[Extracted data entries]
====
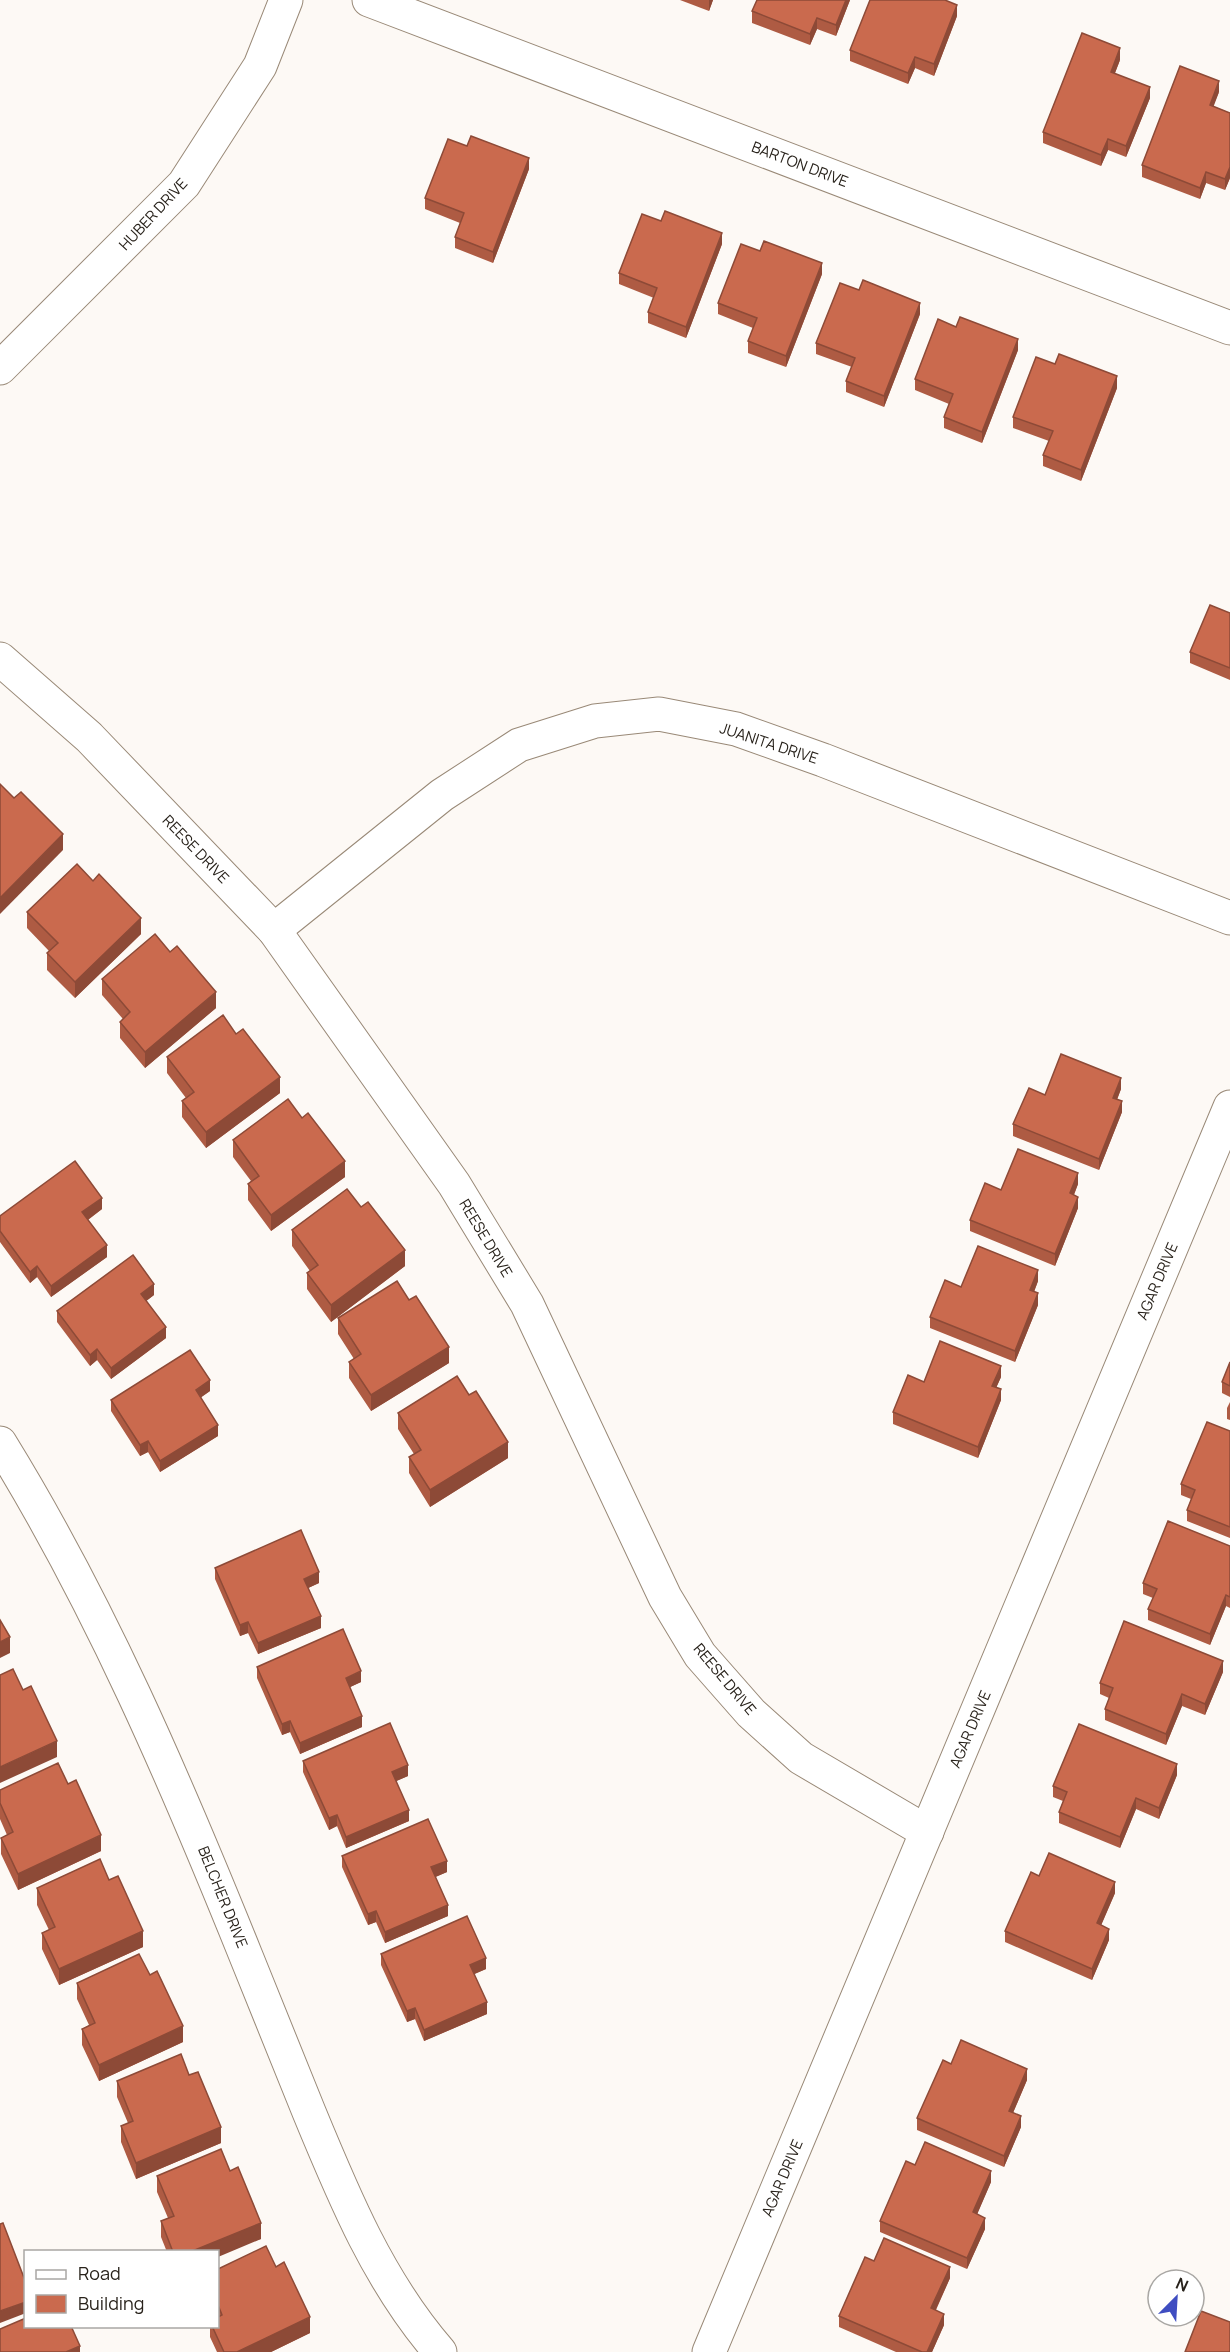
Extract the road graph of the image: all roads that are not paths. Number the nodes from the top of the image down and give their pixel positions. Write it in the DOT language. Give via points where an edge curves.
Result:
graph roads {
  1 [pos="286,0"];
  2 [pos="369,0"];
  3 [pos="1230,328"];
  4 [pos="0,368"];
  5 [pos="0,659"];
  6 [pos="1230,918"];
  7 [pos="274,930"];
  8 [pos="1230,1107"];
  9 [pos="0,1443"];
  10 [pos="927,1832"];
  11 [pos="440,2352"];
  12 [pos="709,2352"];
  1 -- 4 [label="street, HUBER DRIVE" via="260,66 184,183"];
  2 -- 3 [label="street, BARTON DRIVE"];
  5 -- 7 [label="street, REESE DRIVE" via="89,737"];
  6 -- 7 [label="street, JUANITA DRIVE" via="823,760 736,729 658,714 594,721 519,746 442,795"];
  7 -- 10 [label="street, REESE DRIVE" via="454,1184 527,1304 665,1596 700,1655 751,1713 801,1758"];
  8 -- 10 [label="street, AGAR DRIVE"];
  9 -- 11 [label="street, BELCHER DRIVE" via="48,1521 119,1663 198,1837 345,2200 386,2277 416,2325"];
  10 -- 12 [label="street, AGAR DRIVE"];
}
====
» **Exercise**
Return every entry above word for word, and include no images.

» **Result of this task**
Extract the road graph of the image: all roads that are not paths. Number the nodes from the top of the image down and give their pixel positions. Write it in the DOT language. Give via points where an edge curves.
Result:
graph roads {
  1 [pos="286,0"];
  2 [pos="369,0"];
  3 [pos="1230,328"];
  4 [pos="0,368"];
  5 [pos="0,659"];
  6 [pos="1230,918"];
  7 [pos="274,930"];
  8 [pos="1230,1107"];
  9 [pos="0,1443"];
  10 [pos="927,1832"];
  11 [pos="440,2352"];
  12 [pos="709,2352"];
  1 -- 4 [label="street, HUBER DRIVE" via="260,66 184,183"];
  2 -- 3 [label="street, BARTON DRIVE"];
  5 -- 7 [label="street, REESE DRIVE" via="89,737"];
  6 -- 7 [label="street, JUANITA DRIVE" via="823,760 736,729 658,714 594,721 519,746 442,795"];
  7 -- 10 [label="street, REESE DRIVE" via="454,1184 527,1304 665,1596 700,1655 751,1713 801,1758"];
  8 -- 10 [label="street, AGAR DRIVE"];
  9 -- 11 [label="street, BELCHER DRIVE" via="48,1521 119,1663 198,1837 345,2200 386,2277 416,2325"];
  10 -- 12 [label="street, AGAR DRIVE"];
}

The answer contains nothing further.